**WORK REQUIRED:**
Below are records; write all of them out exactly.

◇ ◇ ◇

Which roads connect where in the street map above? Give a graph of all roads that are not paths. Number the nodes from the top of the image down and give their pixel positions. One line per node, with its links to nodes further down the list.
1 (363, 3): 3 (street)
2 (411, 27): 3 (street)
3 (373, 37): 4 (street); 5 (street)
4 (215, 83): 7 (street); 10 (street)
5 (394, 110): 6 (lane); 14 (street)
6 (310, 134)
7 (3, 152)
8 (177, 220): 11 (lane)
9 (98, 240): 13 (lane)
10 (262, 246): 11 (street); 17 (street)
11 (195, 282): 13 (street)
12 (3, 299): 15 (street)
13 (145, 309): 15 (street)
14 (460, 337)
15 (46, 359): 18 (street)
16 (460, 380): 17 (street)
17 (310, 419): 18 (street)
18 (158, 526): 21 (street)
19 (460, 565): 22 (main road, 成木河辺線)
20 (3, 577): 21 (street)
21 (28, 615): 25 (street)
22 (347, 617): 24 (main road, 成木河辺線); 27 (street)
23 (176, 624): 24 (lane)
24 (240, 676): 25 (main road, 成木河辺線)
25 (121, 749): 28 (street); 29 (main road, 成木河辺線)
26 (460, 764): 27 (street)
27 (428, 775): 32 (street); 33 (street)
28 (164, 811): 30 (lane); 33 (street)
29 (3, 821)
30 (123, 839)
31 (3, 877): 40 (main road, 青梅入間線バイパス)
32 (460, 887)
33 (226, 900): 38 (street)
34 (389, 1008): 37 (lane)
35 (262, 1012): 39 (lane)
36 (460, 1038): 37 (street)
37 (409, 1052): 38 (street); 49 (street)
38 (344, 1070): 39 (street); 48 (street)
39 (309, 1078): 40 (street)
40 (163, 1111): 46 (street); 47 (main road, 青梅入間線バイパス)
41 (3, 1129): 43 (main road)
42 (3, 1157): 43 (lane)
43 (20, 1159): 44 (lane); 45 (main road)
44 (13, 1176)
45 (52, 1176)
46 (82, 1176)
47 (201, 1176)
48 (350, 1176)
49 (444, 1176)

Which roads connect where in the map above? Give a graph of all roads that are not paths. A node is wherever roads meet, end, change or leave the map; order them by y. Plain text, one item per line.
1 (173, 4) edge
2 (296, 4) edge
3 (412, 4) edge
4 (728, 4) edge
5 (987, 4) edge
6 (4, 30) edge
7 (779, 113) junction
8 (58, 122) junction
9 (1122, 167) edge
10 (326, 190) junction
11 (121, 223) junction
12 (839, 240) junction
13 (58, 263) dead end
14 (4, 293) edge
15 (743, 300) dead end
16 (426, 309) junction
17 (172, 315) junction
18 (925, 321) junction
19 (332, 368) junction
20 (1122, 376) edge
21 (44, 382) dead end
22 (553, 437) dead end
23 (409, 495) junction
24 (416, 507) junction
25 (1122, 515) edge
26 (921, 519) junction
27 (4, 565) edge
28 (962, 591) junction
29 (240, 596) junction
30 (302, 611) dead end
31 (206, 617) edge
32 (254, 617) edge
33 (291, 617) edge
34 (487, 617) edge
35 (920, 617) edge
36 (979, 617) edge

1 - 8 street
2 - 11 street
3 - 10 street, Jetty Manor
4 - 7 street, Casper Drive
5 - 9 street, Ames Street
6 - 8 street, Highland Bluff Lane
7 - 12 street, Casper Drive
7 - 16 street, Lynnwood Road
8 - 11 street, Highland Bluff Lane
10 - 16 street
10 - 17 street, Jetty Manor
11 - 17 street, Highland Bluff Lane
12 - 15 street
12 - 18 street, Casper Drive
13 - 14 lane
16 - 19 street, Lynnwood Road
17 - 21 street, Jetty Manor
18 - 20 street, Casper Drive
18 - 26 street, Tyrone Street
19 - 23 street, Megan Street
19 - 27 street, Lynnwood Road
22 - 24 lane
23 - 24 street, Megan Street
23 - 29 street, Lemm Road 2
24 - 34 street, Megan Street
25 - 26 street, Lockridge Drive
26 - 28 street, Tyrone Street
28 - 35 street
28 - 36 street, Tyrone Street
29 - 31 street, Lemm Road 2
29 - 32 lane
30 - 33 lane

◇ ◇ ◇

**ANSWER FOR THE TASK:**
Which roads connect where in the street map above? Give a graph of all roads that are not paths. Number the nodes from the top of the image down and give their pixel positions. One line per node, with its links to nodes further down the list.
1 (363, 3): 3 (street)
2 (411, 27): 3 (street)
3 (373, 37): 4 (street); 5 (street)
4 (215, 83): 7 (street); 10 (street)
5 (394, 110): 6 (lane); 14 (street)
6 (310, 134)
7 (3, 152)
8 (177, 220): 11 (lane)
9 (98, 240): 13 (lane)
10 (262, 246): 11 (street); 17 (street)
11 (195, 282): 13 (street)
12 (3, 299): 15 (street)
13 (145, 309): 15 (street)
14 (460, 337)
15 (46, 359): 18 (street)
16 (460, 380): 17 (street)
17 (310, 419): 18 (street)
18 (158, 526): 21 (street)
19 (460, 565): 22 (main road, 成木河辺線)
20 (3, 577): 21 (street)
21 (28, 615): 25 (street)
22 (347, 617): 24 (main road, 成木河辺線); 27 (street)
23 (176, 624): 24 (lane)
24 (240, 676): 25 (main road, 成木河辺線)
25 (121, 749): 28 (street); 29 (main road, 成木河辺線)
26 (460, 764): 27 (street)
27 (428, 775): 32 (street); 33 (street)
28 (164, 811): 30 (lane); 33 (street)
29 (3, 821)
30 (123, 839)
31 (3, 877): 40 (main road, 青梅入間線バイパス)
32 (460, 887)
33 (226, 900): 38 (street)
34 (389, 1008): 37 (lane)
35 (262, 1012): 39 (lane)
36 (460, 1038): 37 (street)
37 (409, 1052): 38 (street); 49 (street)
38 (344, 1070): 39 (street); 48 (street)
39 (309, 1078): 40 (street)
40 (163, 1111): 46 (street); 47 (main road, 青梅入間線バイパス)
41 (3, 1129): 43 (main road)
42 (3, 1157): 43 (lane)
43 (20, 1159): 44 (lane); 45 (main road)
44 (13, 1176)
45 (52, 1176)
46 (82, 1176)
47 (201, 1176)
48 (350, 1176)
49 (444, 1176)

Which roads connect where in the map above? Give a graph of all roads that are not paths. A node is wherever roads meet, end, change or leave the map; order them by y. Plain text, one item per line.
1 (173, 4) edge
2 (296, 4) edge
3 (412, 4) edge
4 (728, 4) edge
5 (987, 4) edge
6 (4, 30) edge
7 (779, 113) junction
8 (58, 122) junction
9 (1122, 167) edge
10 (326, 190) junction
11 (121, 223) junction
12 (839, 240) junction
13 (58, 263) dead end
14 (4, 293) edge
15 (743, 300) dead end
16 (426, 309) junction
17 (172, 315) junction
18 (925, 321) junction
19 (332, 368) junction
20 (1122, 376) edge
21 (44, 382) dead end
22 (553, 437) dead end
23 (409, 495) junction
24 (416, 507) junction
25 (1122, 515) edge
26 (921, 519) junction
27 (4, 565) edge
28 (962, 591) junction
29 (240, 596) junction
30 (302, 611) dead end
31 (206, 617) edge
32 (254, 617) edge
33 (291, 617) edge
34 (487, 617) edge
35 (920, 617) edge
36 (979, 617) edge

1 - 8 street
2 - 11 street
3 - 10 street, Jetty Manor
4 - 7 street, Casper Drive
5 - 9 street, Ames Street
6 - 8 street, Highland Bluff Lane
7 - 12 street, Casper Drive
7 - 16 street, Lynnwood Road
8 - 11 street, Highland Bluff Lane
10 - 16 street
10 - 17 street, Jetty Manor
11 - 17 street, Highland Bluff Lane
12 - 15 street
12 - 18 street, Casper Drive
13 - 14 lane
16 - 19 street, Lynnwood Road
17 - 21 street, Jetty Manor
18 - 20 street, Casper Drive
18 - 26 street, Tyrone Street
19 - 23 street, Megan Street
19 - 27 street, Lynnwood Road
22 - 24 lane
23 - 24 street, Megan Street
23 - 29 street, Lemm Road 2
24 - 34 street, Megan Street
25 - 26 street, Lockridge Drive
26 - 28 street, Tyrone Street
28 - 35 street
28 - 36 street, Tyrone Street
29 - 31 street, Lemm Road 2
29 - 32 lane
30 - 33 lane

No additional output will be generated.